Data supplied START

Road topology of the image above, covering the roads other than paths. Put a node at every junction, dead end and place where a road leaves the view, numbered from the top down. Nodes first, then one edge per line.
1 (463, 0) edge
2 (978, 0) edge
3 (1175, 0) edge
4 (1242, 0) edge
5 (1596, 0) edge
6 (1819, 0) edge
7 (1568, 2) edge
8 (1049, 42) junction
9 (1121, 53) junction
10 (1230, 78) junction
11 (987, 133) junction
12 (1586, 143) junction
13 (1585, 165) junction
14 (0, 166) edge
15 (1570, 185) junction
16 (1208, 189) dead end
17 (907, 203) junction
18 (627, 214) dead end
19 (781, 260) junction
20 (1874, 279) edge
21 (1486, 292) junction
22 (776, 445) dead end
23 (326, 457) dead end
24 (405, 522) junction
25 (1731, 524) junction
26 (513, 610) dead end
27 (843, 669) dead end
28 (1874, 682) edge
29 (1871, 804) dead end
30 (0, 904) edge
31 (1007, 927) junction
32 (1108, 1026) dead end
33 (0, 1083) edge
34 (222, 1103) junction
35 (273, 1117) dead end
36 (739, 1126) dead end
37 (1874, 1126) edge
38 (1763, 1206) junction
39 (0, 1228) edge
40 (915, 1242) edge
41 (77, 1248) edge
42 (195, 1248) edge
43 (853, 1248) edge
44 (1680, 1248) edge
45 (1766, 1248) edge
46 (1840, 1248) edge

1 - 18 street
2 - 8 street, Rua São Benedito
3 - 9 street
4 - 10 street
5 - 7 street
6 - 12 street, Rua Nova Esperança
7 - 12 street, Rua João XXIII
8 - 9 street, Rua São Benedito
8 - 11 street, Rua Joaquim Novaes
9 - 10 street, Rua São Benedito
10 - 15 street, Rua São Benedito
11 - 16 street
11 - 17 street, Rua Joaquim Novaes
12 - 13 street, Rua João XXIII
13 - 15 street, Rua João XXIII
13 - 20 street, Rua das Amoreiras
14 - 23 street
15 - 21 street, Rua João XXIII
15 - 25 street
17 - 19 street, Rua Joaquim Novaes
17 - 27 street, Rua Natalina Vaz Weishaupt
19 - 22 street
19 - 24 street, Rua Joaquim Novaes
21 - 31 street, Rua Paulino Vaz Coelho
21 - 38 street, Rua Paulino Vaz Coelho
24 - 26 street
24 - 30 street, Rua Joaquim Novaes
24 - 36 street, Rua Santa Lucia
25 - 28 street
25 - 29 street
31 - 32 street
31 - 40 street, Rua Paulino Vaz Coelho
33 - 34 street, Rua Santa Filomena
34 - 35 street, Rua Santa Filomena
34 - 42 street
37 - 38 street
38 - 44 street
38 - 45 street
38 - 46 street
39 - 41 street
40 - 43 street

Data supplied END

* Exercise description *
Write the records out again. Keep every line exactly as it is.

* Output below *
Road topology of the image above, covering the roads other than paths. Put a node at every junction, dead end and place where a road leaves the view, numbered from the top down. Nodes first, then one edge per line.
1 (463, 0) edge
2 (978, 0) edge
3 (1175, 0) edge
4 (1242, 0) edge
5 (1596, 0) edge
6 (1819, 0) edge
7 (1568, 2) edge
8 (1049, 42) junction
9 (1121, 53) junction
10 (1230, 78) junction
11 (987, 133) junction
12 (1586, 143) junction
13 (1585, 165) junction
14 (0, 166) edge
15 (1570, 185) junction
16 (1208, 189) dead end
17 (907, 203) junction
18 (627, 214) dead end
19 (781, 260) junction
20 (1874, 279) edge
21 (1486, 292) junction
22 (776, 445) dead end
23 (326, 457) dead end
24 (405, 522) junction
25 (1731, 524) junction
26 (513, 610) dead end
27 (843, 669) dead end
28 (1874, 682) edge
29 (1871, 804) dead end
30 (0, 904) edge
31 (1007, 927) junction
32 (1108, 1026) dead end
33 (0, 1083) edge
34 (222, 1103) junction
35 (273, 1117) dead end
36 (739, 1126) dead end
37 (1874, 1126) edge
38 (1763, 1206) junction
39 (0, 1228) edge
40 (915, 1242) edge
41 (77, 1248) edge
42 (195, 1248) edge
43 (853, 1248) edge
44 (1680, 1248) edge
45 (1766, 1248) edge
46 (1840, 1248) edge

1 - 18 street
2 - 8 street, Rua São Benedito
3 - 9 street
4 - 10 street
5 - 7 street
6 - 12 street, Rua Nova Esperança
7 - 12 street, Rua João XXIII
8 - 9 street, Rua São Benedito
8 - 11 street, Rua Joaquim Novaes
9 - 10 street, Rua São Benedito
10 - 15 street, Rua São Benedito
11 - 16 street
11 - 17 street, Rua Joaquim Novaes
12 - 13 street, Rua João XXIII
13 - 15 street, Rua João XXIII
13 - 20 street, Rua das Amoreiras
14 - 23 street
15 - 21 street, Rua João XXIII
15 - 25 street
17 - 19 street, Rua Joaquim Novaes
17 - 27 street, Rua Natalina Vaz Weishaupt
19 - 22 street
19 - 24 street, Rua Joaquim Novaes
21 - 31 street, Rua Paulino Vaz Coelho
21 - 38 street, Rua Paulino Vaz Coelho
24 - 26 street
24 - 30 street, Rua Joaquim Novaes
24 - 36 street, Rua Santa Lucia
25 - 28 street
25 - 29 street
31 - 32 street
31 - 40 street, Rua Paulino Vaz Coelho
33 - 34 street, Rua Santa Filomena
34 - 35 street, Rua Santa Filomena
34 - 42 street
37 - 38 street
38 - 44 street
38 - 45 street
38 - 46 street
39 - 41 street
40 - 43 street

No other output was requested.